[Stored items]
___
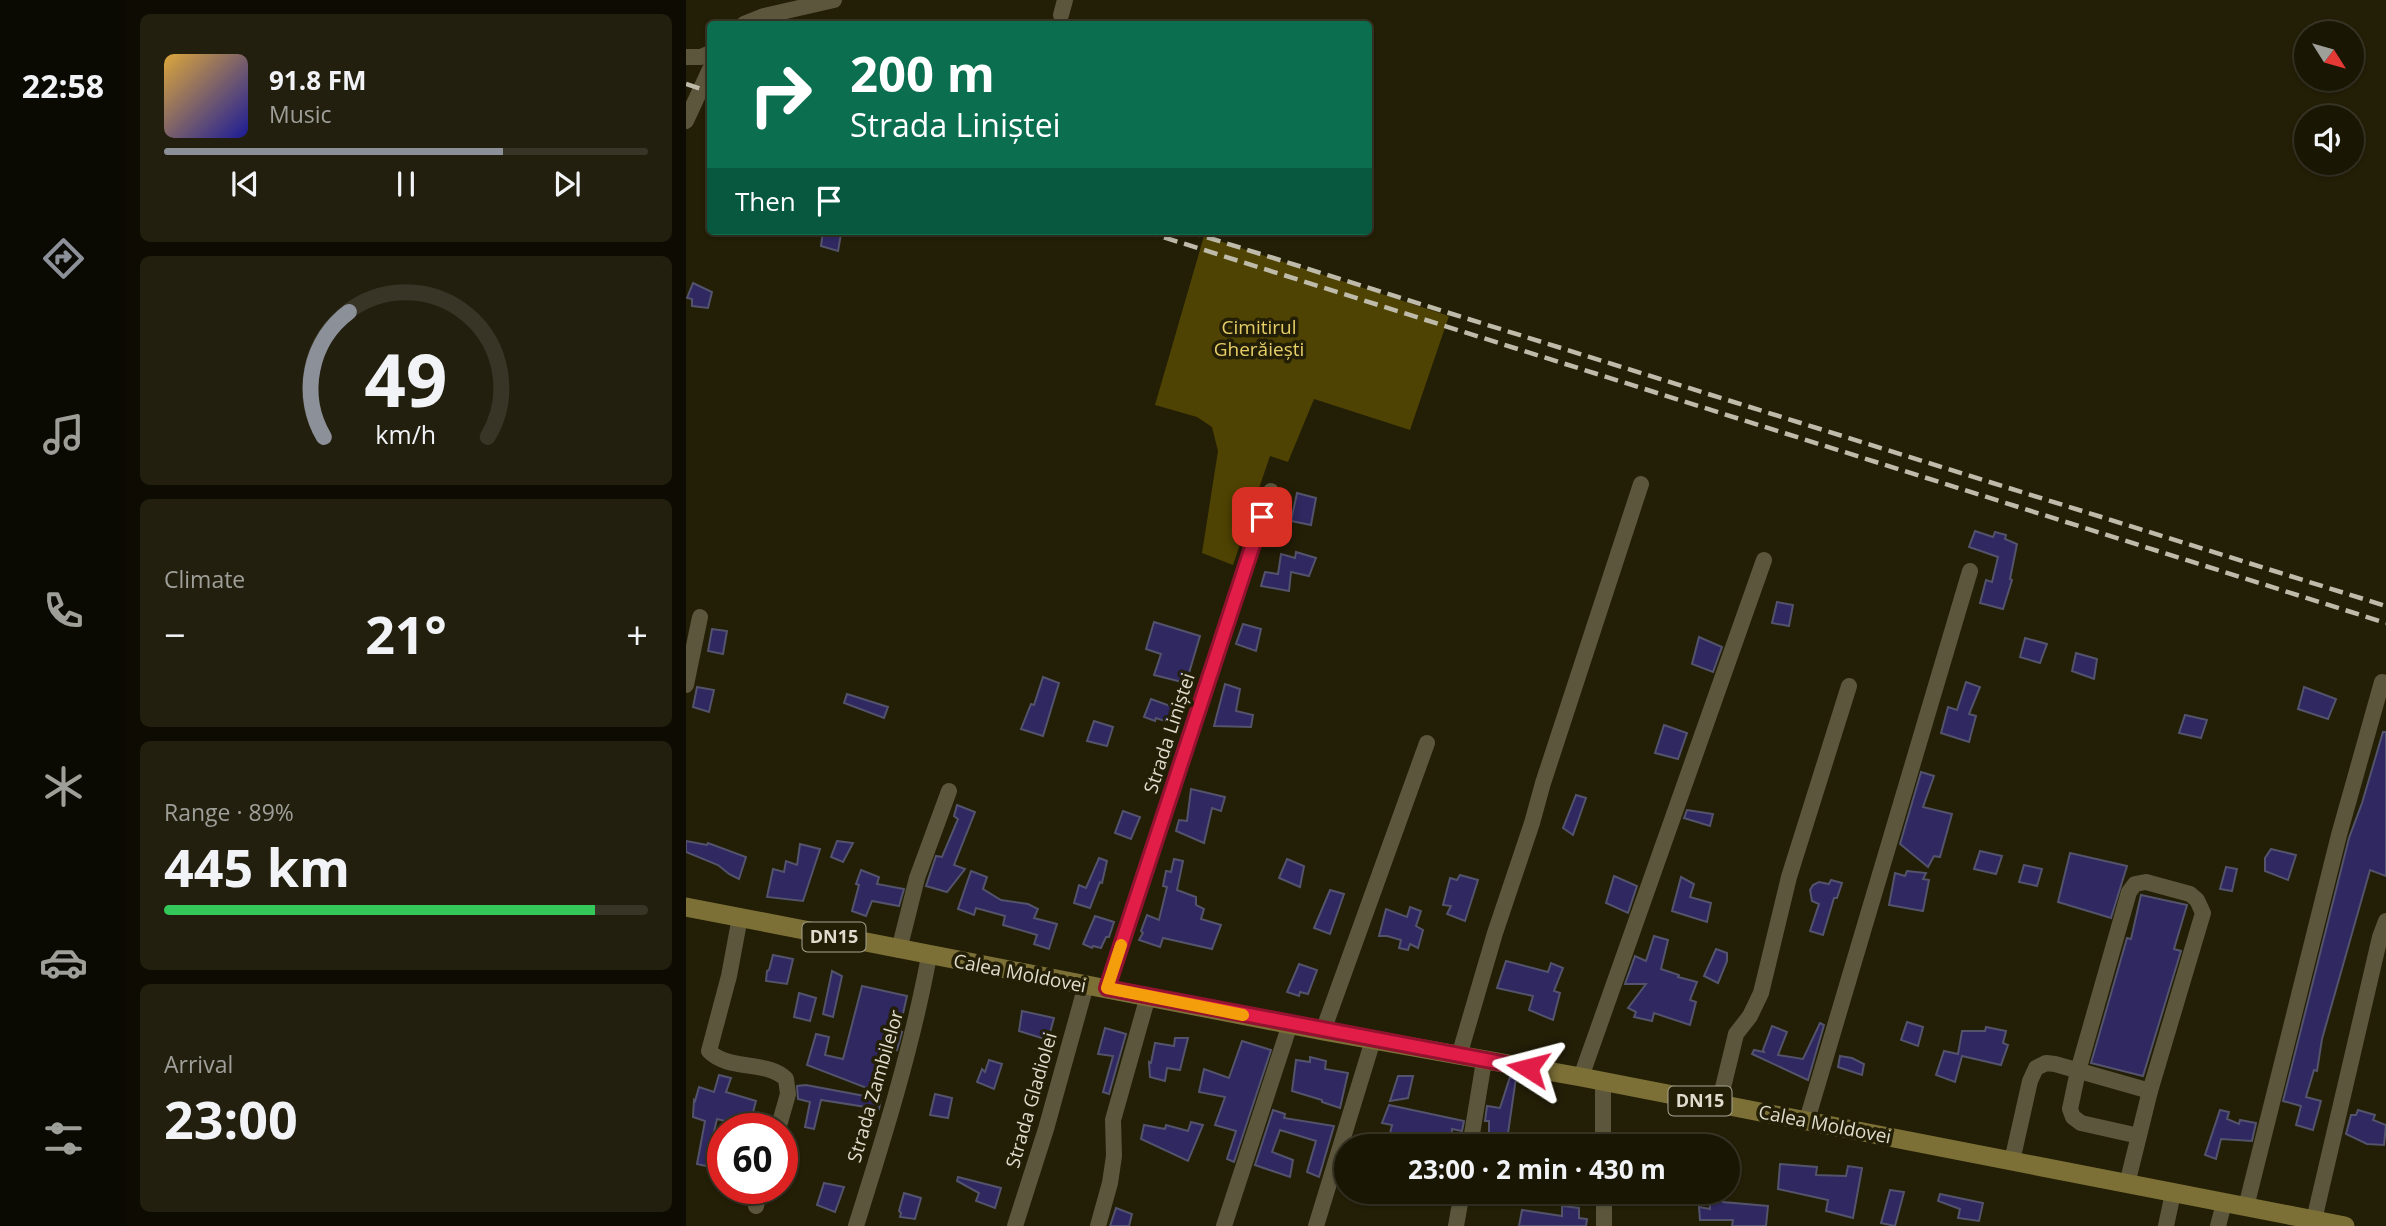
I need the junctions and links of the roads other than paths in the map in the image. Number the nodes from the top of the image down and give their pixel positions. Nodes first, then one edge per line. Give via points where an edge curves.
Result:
1 (834, 0) edge
2 (752, 21) edge
3 (707, 54) edge
4 (686, 57) edge
5 (707, 74) edge
6 (691, 99) edge
7 (686, 121) edge
8 (1641, 484) dead end
9 (1271, 491) dead end
10 (1764, 560) dead end
11 (1970, 571) dead end
12 (700, 617) dead end
13 (2382, 682) dead end
14 (686, 685) edge
15 (1849, 686) dead end
16 (1427, 743) dead end
17 (949, 791) dead end
18 (686, 907) edge
19 (740, 918) junction
20 (2386, 921) edge
21 (899, 950) junction
22 (929, 956) junction
23 (2370, 982) junction
24 (1086, 985) junction
25 (2386, 987) edge
26 (1107, 988) junction
27 (1148, 996) junction
28 (1290, 1024) junction
29 (1323, 1031) junction
30 (1373, 1040) junction
31 (1459, 1056) junction
32 (1484, 1061) junction
33 (2078, 1071) junction
34 (1581, 1077) junction
35 (1603, 1082) junction
36 (2150, 1091) junction
37 (1718, 1104) junction
38 (783, 1113) edge
39 (1807, 1121) junction
40 (1472, 1134) edge
41 (1603, 1134) edge
42 (2139, 1136) junction
43 (2012, 1161) junction
44 (2127, 1184) junction
45 (2174, 1193) junction
46 (2224, 1203) junction
47 (1460, 1204) edge
48 (1604, 1204) edge
49 (2246, 1207) junction
50 (2314, 1220) junction
51 (856, 1226) edge
52 (1015, 1226) edge
53 (1098, 1226) edge
54 (1224, 1226) edge
55 (1316, 1226) edge
56 (1456, 1226) edge
57 (1604, 1226) edge
58 (2166, 1226) edge
59 (2218, 1226) edge
60 (2344, 1226) edge

1 - 2 street
3 - 4 street
5 - 6 street
6 - 7 street
8 - 31 street
9 - 26 street, Strada Liniștei
10 - 34 street
11 - 39 street
12 - 14 street
13 - 49 street
15 - 37 street via 1789,877 1761,993 1736,1034
16 - 29 street
17 - 21 street via 917,878
18 - 19 main road, Calea Moldovei / DN15
19 - 21 main road, Calea Moldovei / DN15
19 - 38 street via 709,1051 786,1079
20 - 23 street
21 - 22 main road, Calea Moldovei / DN15
22 - 24 main road, Calea Moldovei / DN15
22 - 51 street, Strada Zambilelor via 899,1087
23 - 25 street
23 - 50 street
24 - 26 main road, Calea Moldovei / DN15
24 - 52 street, Strada Gladiolei
26 - 27 main road, Calea Moldovei / DN15
27 - 28 main road, Calea Moldovei / DN15
27 - 53 street via 1113,1120 1114,1156
28 - 29 main road, Calea Moldovei / DN15
28 - 54 street
29 - 30 main road, Calea Moldovei / DN15
30 - 31 main road, Calea Moldovei / DN15
30 - 55 street
31 - 32 main road, Calea Moldovei / DN15
32 - 34 main road, Calea Moldovei / DN15
32 - 40 street
33 - 36 street
33 - 36 street via 2129,892 2146,882 2190,894 2203,912
33 - 42 street via 2070,1109 2073,1117 2081,1124
33 - 43 street via 2046,1063 2036,1068
34 - 35 main road, Calea Moldovei / DN15
35 - 37 main road, Calea Moldovei / DN15
35 - 41 street
36 - 42 street
37 - 39 main road, Calea Moldovei / DN15
39 - 43 main road, Calea Moldovei / DN15
42 - 44 street
43 - 44 main road, Calea Moldovei / DN15
44 - 45 main road, Calea Moldovei / DN15
45 - 46 main road, Calea Moldovei / DN15
45 - 58 street
46 - 49 main road, Calea Moldovei / DN15
46 - 59 street
47 - 56 street
48 - 57 street
49 - 50 main road, Calea Moldovei / DN15
50 - 60 main road, Calea Moldovei / DN15

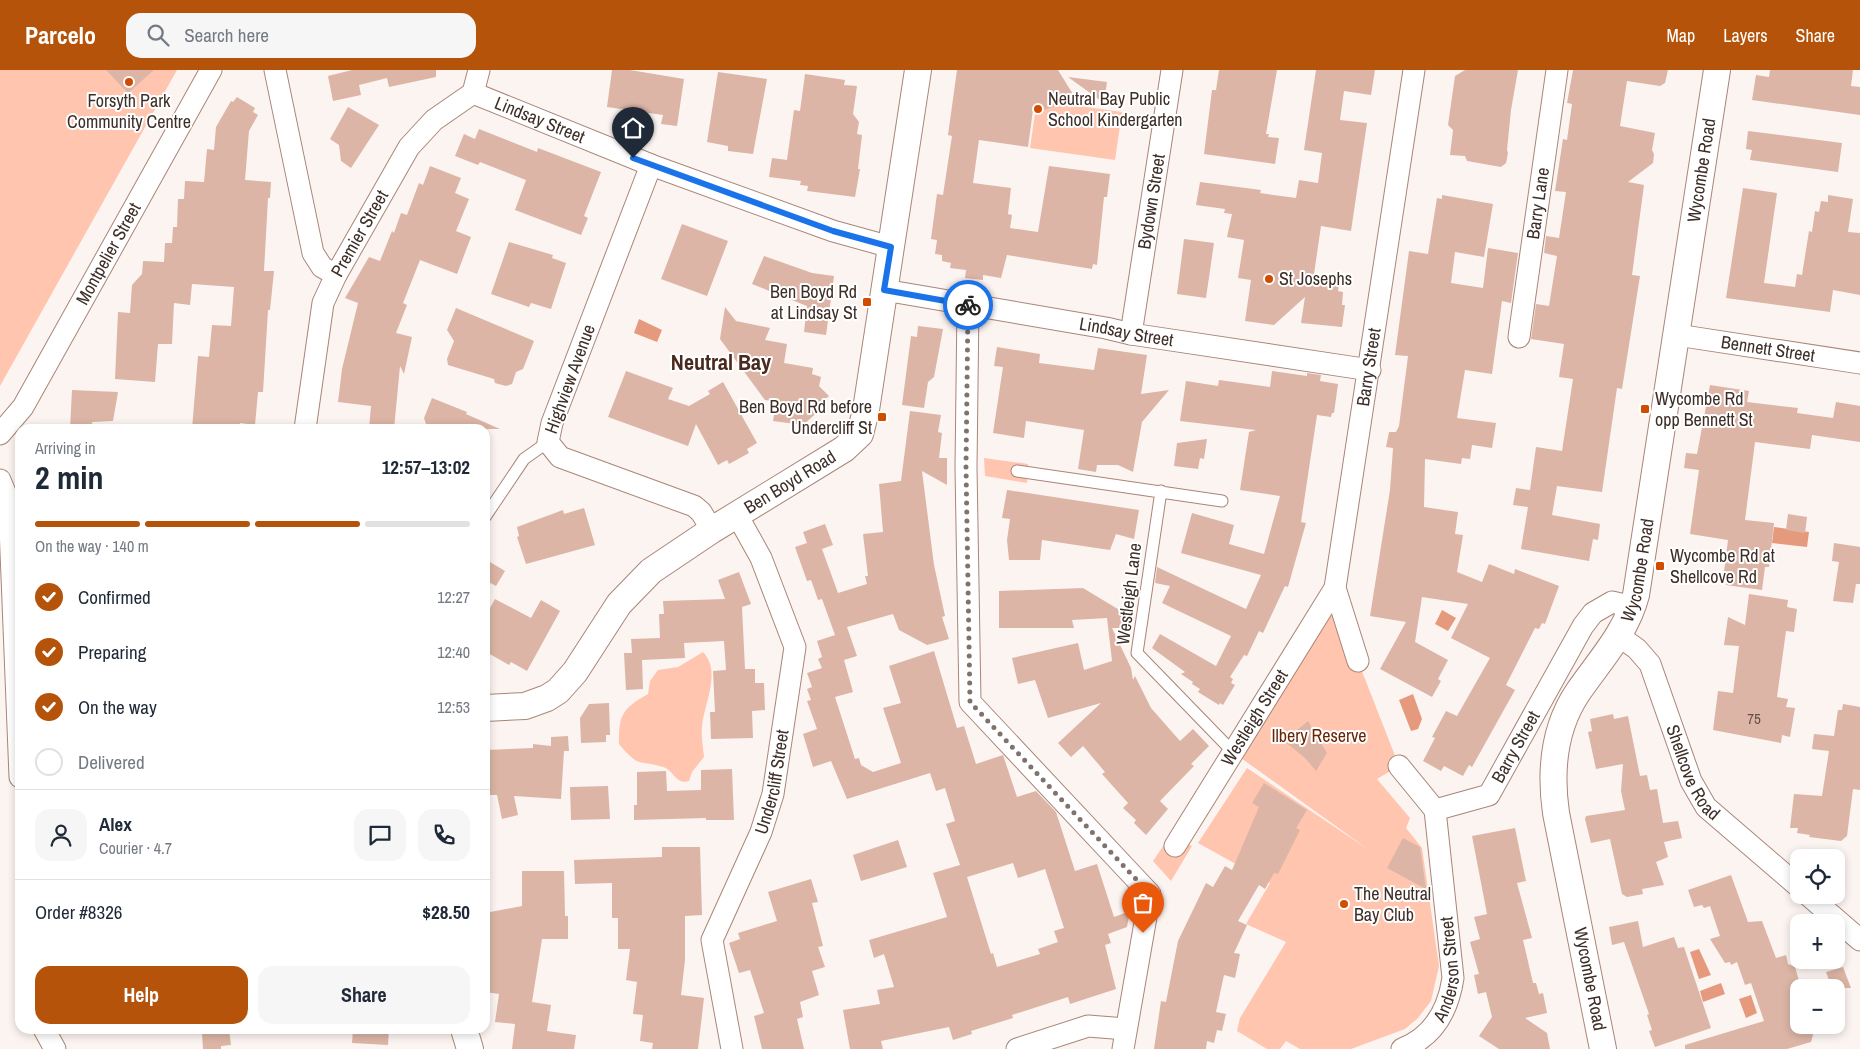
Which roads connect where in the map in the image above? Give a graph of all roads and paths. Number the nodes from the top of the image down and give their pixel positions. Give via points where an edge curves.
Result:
1 (211, 70) edge
2 (275, 70) edge
3 (479, 70) edge
4 (918, 70) edge
5 (1172, 70) edge
6 (1414, 70) edge
7 (1557, 70) edge
8 (1716, 70) edge
9 (474, 93) junction
10 (651, 165) junction
11 (891, 247) junction
12 (336, 275) junction
13 (884, 290) junction
14 (968, 305) junction
15 (1131, 334) junction
16 (1677, 335) junction
17 (1519, 337) dead end
18 (1860, 363) edge
19 (1370, 370) junction
20 (305, 424) edge
21 (0, 434) edge
22 (548, 442) junction
23 (1017, 471) dead end
24 (0, 480) edge
25 (1161, 491) junction
26 (1222, 501) dead end
27 (490, 510) edge
28 (737, 515) junction
29 (712, 530) junction
30 (1335, 588) junction
31 (1633, 607) junction
32 (1619, 636) junction
33 (15, 652) edge
34 (1358, 661) dead end
35 (490, 708) edge
36 (1234, 753) junction
37 (1399, 766) dead end
38 (1435, 810) junction
39 (1175, 846) dead end
40 (1790, 879) edge
41 (1818, 904) edge
42 (1860, 940) edge
43 (47, 1034) edge
44 (466, 1034) edge
45 (1124, 1039) edge
46 (55, 1049) edge
47 (470, 1049) edge
48 (732, 1049) edge
49 (1017, 1049) edge
50 (1402, 1049) edge
51 (1604, 1049) edge

1 - 21 street, Montpelier Street via 23,407
2 - 12 street via 313,253 322,267
3 - 9 street
4 - 11 street, Ben Boyd Road
5 - 15 street, Bydown Street
6 - 19 street, Barry Street
7 - 17 street, Barry Lane
8 - 16 street, Wycombe Road
9 - 10 street, Lindsay Street
9 - 12 street, Premier Street via 434,120 409,147
10 - 11 street, Lindsay Street via 833,231
10 - 22 street, Highview Avenue via 552,423
11 - 13 street, Ben Boyd Road
12 - 20 street, Premier Street via 323,303
13 - 14 street, Lindsay Street
13 - 28 street, Ben Boyd Road via 860,434 844,449
14 - 15 street, Lindsay Street
14 - 45 street via 966,467 970,702 1150,894
15 - 19 street, Lindsay Street
16 - 18 street, Bennett Street
16 - 31 street, Wycombe Road
19 - 30 street, Barry Street
22 - 27 lane via 524,459
22 - 29 street, Highview Avenue via 560,457 694,506
23 - 25 lane
24 - 33 street via 9,502
25 - 26 lane
25 - 36 lane, Westleigh Lane via 1137,653
28 - 29 street, Ben Boyd Road
28 - 48 street, Undercliff Street via 761,558 795,646 773,794 762,832 712,940
29 - 35 street, Ben Boyd Road via 650,571 619,604 575,672 558,691 525,706
30 - 34 street, Barry Street
30 - 36 street, Westleigh Street
31 - 32 street, Wycombe Road
31 - 38 street, Barry Street via 1612,602 1592,613 1489,795
32 - 40 street, Shellcove Road via 1638,649 1650,664 1691,781 1706,807
32 - 51 street, Wycombe Road via 1566,713 1557,741 1552,774 1556,813
36 - 39 street, Westleigh Street
37 - 38 street
38 - 50 street, Anderson Street via 1453,978 1451,995 1437,1024 1418,1041
41 - 42 street
43 - 46 street
44 - 47 street
45 - 49 street via 1088,1026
___
▶ [What is expected]: What is the number of lines in the entries above that include the word "Premier"? Answer with that number alone.

▶ [Task result]: 2